L’esplosione della crisi economica e le misure di austerità adottate dai vari governi hanno abbassato il livello di allerta nel tessuto sociale e consentito la nascita di gruppi di estrema destra, esplicitamente fascisti (del terzo millennio, naturalmente), anti-musulmani, razzisti e identitaristi. Nulla di originale, va detto: in questa direzione il Portogallo sembra muoversi per emulazione o per spinte esterne. Sarebbe sufficiente notare i loro nomi – Portugueses Primeiro (Prima i portoghesi) e Escudo Identitário (Scudo identitario) – per accorgersi della somiglianza tra questi e altri gruppi simili sparsi in Europa e altrove. A queste nuove formazioni bisogna aggiungere quelle più datate (a partire dagli inizi del 2000), come, per esempio, Partido Nacional Renovador e Nova Ordem Social. L’ultimo partito di estrema destra, che è stato registrato da pochi mesi nell’albo del Tribunal Constitucional, si chiama Chega! (Arriva!) e da molti è stato definito come il primo partito populista portoghese.

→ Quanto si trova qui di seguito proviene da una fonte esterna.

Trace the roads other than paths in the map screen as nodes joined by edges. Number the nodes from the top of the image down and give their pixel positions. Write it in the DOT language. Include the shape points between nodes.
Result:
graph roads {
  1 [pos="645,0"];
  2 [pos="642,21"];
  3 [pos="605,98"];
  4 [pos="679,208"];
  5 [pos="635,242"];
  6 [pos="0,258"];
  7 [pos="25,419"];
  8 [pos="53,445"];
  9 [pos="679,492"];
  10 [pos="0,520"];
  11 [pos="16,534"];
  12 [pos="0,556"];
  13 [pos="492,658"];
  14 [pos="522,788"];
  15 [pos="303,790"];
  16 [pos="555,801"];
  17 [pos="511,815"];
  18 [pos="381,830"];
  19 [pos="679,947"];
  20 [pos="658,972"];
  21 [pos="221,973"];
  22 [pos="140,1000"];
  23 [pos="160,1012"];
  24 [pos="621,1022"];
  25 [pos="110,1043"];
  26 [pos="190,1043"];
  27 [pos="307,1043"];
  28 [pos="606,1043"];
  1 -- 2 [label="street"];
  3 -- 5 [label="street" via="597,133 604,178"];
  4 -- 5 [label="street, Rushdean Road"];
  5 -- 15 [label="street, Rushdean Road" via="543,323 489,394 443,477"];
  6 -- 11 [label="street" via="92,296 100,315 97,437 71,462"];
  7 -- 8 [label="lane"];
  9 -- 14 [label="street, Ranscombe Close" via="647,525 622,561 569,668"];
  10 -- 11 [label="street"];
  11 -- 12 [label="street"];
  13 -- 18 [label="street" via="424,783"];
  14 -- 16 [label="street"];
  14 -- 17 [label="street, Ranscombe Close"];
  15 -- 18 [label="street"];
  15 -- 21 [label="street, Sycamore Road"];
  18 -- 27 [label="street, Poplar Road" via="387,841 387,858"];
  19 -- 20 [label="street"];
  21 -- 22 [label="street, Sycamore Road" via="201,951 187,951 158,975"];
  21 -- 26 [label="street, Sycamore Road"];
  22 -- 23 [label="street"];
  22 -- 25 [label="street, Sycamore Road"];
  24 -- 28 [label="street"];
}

La breve storia di queste formazioni politiche non è una storia di unità e di rapporti non conflittuali. Le elezioni europee, però, stanno modificando il quadro, spingendo molte di loro a presentarsi unite alle elezioni. Anche in Portogallo, così come altrove, il collante tra tutti questi gruppi è rappresentato dall’odio verso gli immigrati e i rom, oltre che da una certa interscambiabilità dei militanti: chi fa parte di Portugueses Primeiro, per esempio, può risultare iscritto anche al Partido Nacional Renovador o al gruppo Escudo Identitário. Il che aumenta un certo comune cameratismo e spirito unitario.
Quello che accadrà alle Elezioni europee si capirà a breve. Verificare però, a 45 anni dalla cacciata dei fascisti (salazariani) al governo, che altri fascisti (del terzo millennio) stanno conquistando un’agibilità politica e sociale nel Paese getta una luce sinistra su questa giornata di festa per la liberazione dal fascismo.
* Questo fu, sin dall’inizio, l’aggettivo utilizzato dai giornali portoghesi per definire l’alleanza politica tra il partito socialista al governo e gli altri due partiti di sinistra che lo sostengono.